■ Work required: Search the data below for the word "node" and copy each line that holds it.

Data records:
--------

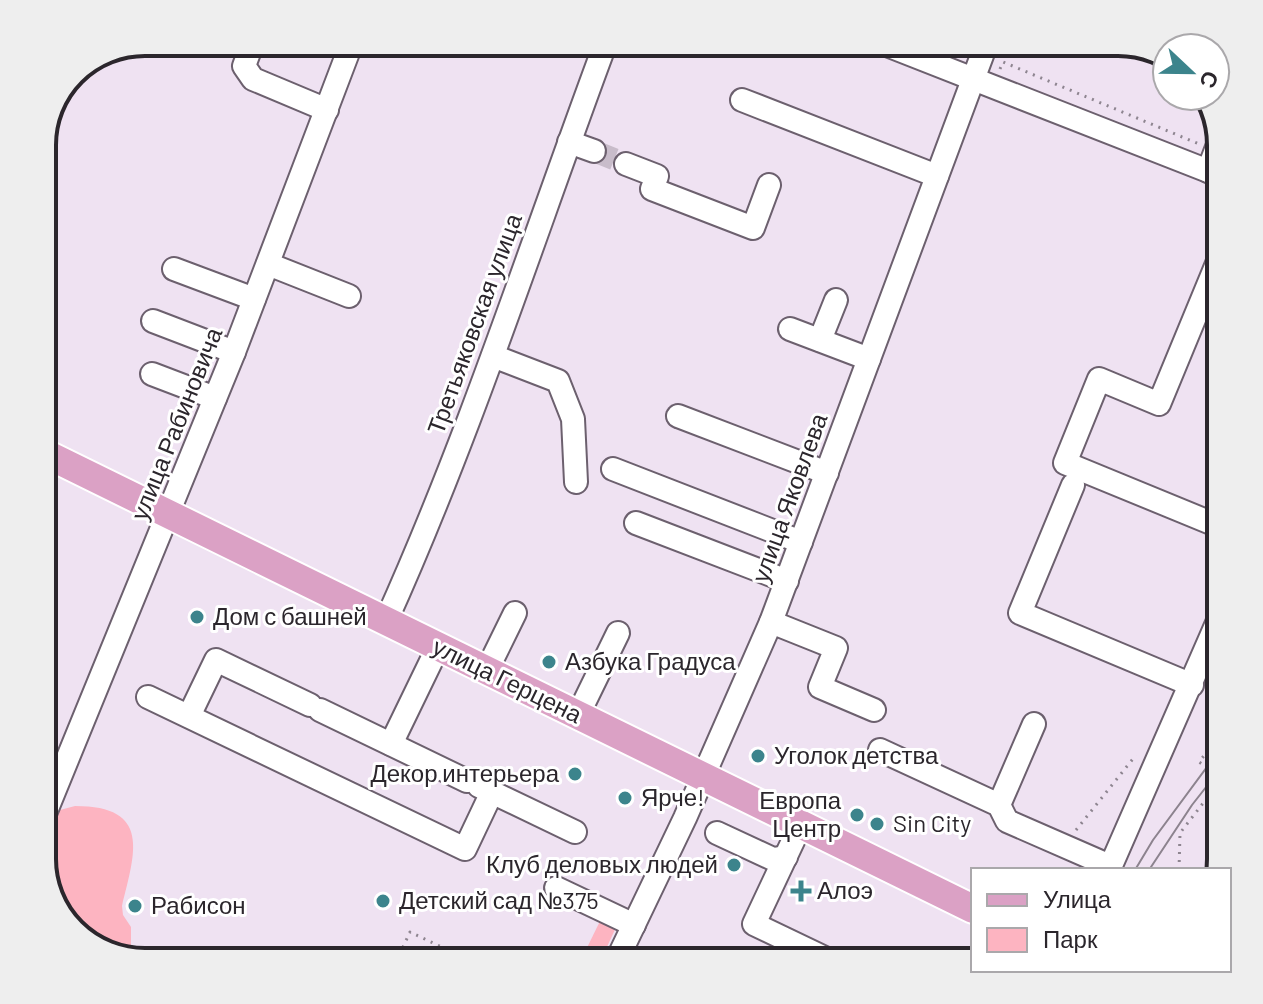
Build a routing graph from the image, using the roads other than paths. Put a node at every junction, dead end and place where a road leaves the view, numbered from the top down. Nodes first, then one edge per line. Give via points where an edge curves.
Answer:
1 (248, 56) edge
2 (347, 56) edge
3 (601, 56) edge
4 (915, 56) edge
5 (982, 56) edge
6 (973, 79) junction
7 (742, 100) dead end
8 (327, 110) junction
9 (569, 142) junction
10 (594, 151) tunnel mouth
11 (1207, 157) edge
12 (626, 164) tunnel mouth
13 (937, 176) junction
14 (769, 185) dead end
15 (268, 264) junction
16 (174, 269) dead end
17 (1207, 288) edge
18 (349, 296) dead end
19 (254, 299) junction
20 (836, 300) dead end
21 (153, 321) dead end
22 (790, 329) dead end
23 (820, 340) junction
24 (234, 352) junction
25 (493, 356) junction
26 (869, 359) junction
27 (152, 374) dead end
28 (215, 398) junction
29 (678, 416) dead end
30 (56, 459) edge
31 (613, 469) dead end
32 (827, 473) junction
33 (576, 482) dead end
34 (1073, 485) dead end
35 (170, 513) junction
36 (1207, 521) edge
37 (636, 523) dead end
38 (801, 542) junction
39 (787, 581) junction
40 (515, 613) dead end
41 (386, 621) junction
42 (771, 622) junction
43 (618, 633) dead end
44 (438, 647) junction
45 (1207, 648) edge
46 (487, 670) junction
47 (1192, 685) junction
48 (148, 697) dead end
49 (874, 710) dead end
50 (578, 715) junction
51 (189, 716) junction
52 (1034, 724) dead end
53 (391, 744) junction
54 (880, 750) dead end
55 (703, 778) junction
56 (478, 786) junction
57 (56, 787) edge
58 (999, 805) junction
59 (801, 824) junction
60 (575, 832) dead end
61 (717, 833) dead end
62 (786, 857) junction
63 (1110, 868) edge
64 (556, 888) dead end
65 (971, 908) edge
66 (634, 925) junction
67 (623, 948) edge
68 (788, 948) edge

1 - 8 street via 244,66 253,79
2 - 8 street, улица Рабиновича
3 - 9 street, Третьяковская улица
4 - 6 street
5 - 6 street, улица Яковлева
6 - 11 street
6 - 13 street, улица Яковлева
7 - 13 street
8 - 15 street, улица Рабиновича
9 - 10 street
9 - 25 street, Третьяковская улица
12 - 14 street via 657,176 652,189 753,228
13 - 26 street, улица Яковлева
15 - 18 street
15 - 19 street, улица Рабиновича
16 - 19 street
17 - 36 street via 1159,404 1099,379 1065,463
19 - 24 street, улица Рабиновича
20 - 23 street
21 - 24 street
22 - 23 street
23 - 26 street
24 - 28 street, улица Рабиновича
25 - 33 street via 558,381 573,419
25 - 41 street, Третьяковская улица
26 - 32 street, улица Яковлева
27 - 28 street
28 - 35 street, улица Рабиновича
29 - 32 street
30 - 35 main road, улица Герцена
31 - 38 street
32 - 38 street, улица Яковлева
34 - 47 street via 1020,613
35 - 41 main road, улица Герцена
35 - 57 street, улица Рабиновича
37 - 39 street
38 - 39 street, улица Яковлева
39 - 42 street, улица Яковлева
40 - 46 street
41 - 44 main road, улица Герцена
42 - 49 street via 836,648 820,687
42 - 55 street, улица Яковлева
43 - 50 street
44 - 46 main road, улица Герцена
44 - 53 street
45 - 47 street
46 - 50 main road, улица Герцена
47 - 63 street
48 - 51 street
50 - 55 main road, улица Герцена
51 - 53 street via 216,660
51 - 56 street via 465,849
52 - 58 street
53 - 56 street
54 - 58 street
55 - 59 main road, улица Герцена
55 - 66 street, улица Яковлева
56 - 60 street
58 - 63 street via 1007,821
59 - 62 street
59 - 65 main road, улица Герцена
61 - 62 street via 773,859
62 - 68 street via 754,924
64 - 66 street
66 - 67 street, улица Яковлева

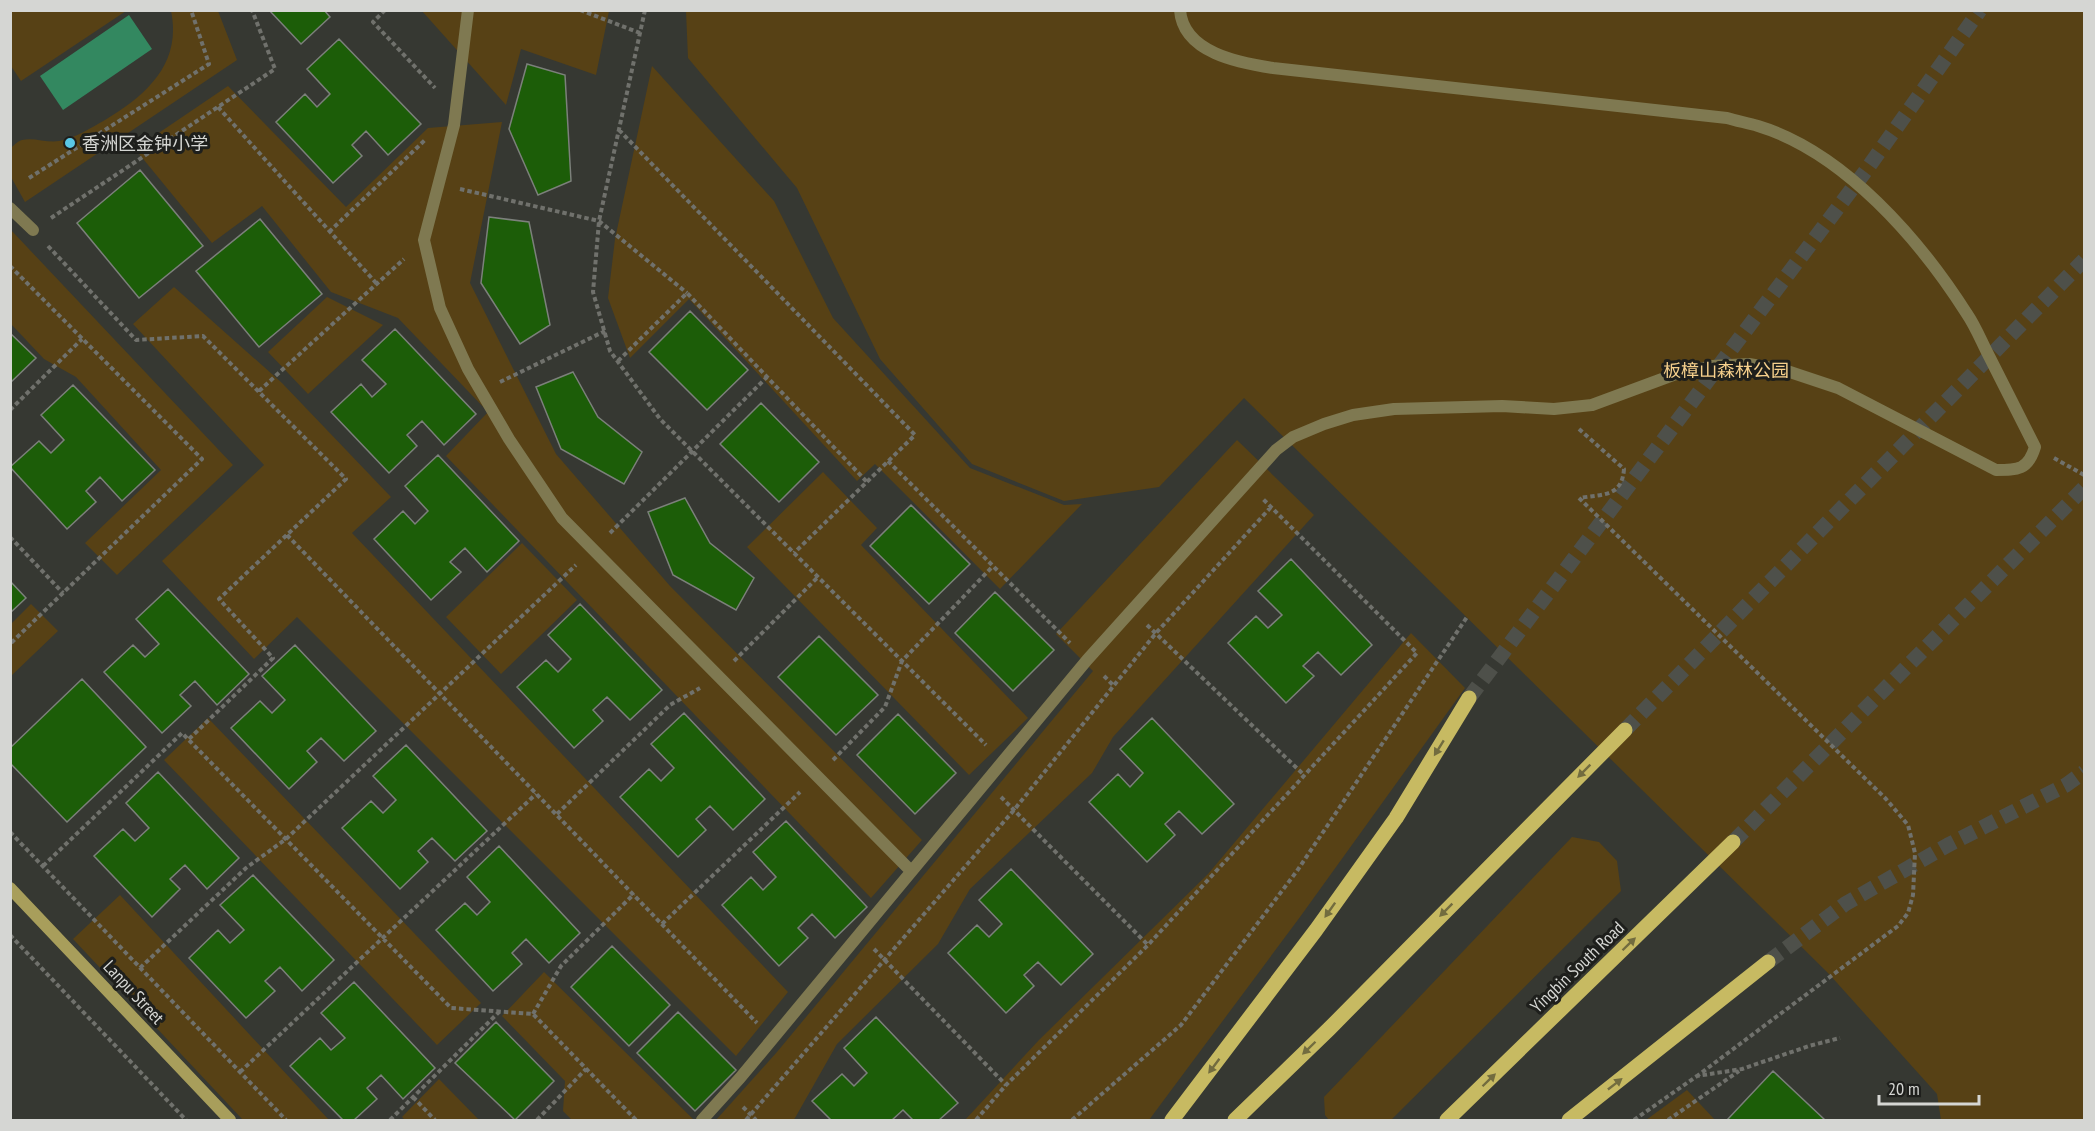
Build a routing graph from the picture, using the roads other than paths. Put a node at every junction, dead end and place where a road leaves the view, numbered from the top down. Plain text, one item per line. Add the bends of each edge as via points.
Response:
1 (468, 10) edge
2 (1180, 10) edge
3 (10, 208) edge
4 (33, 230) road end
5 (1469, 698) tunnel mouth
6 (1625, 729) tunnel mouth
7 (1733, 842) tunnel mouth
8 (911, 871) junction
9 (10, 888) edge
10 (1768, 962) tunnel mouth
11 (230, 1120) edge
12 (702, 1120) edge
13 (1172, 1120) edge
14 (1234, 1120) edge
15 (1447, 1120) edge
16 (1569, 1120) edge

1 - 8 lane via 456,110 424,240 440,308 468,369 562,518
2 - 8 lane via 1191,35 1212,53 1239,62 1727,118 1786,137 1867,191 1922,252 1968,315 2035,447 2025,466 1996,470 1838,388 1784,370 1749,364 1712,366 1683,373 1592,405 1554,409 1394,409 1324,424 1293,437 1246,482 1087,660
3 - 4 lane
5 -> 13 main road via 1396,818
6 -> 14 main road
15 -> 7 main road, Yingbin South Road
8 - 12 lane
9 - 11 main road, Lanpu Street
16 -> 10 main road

--------

■ Answer:
Build a routing graph from the image, using the roads other than paths. Put a node at every junction, dead end and place where a road leaves the view, numbered from the top down. Nodes first, then one edge per line. Give via points where an edge curves.
Build a routing graph from the picture, using the roads other than paths. Put a node at every junction, dead end and place where a road leaves the view, numbered from the top down. Plain text, one item per line. Add the bends of each edge as via points.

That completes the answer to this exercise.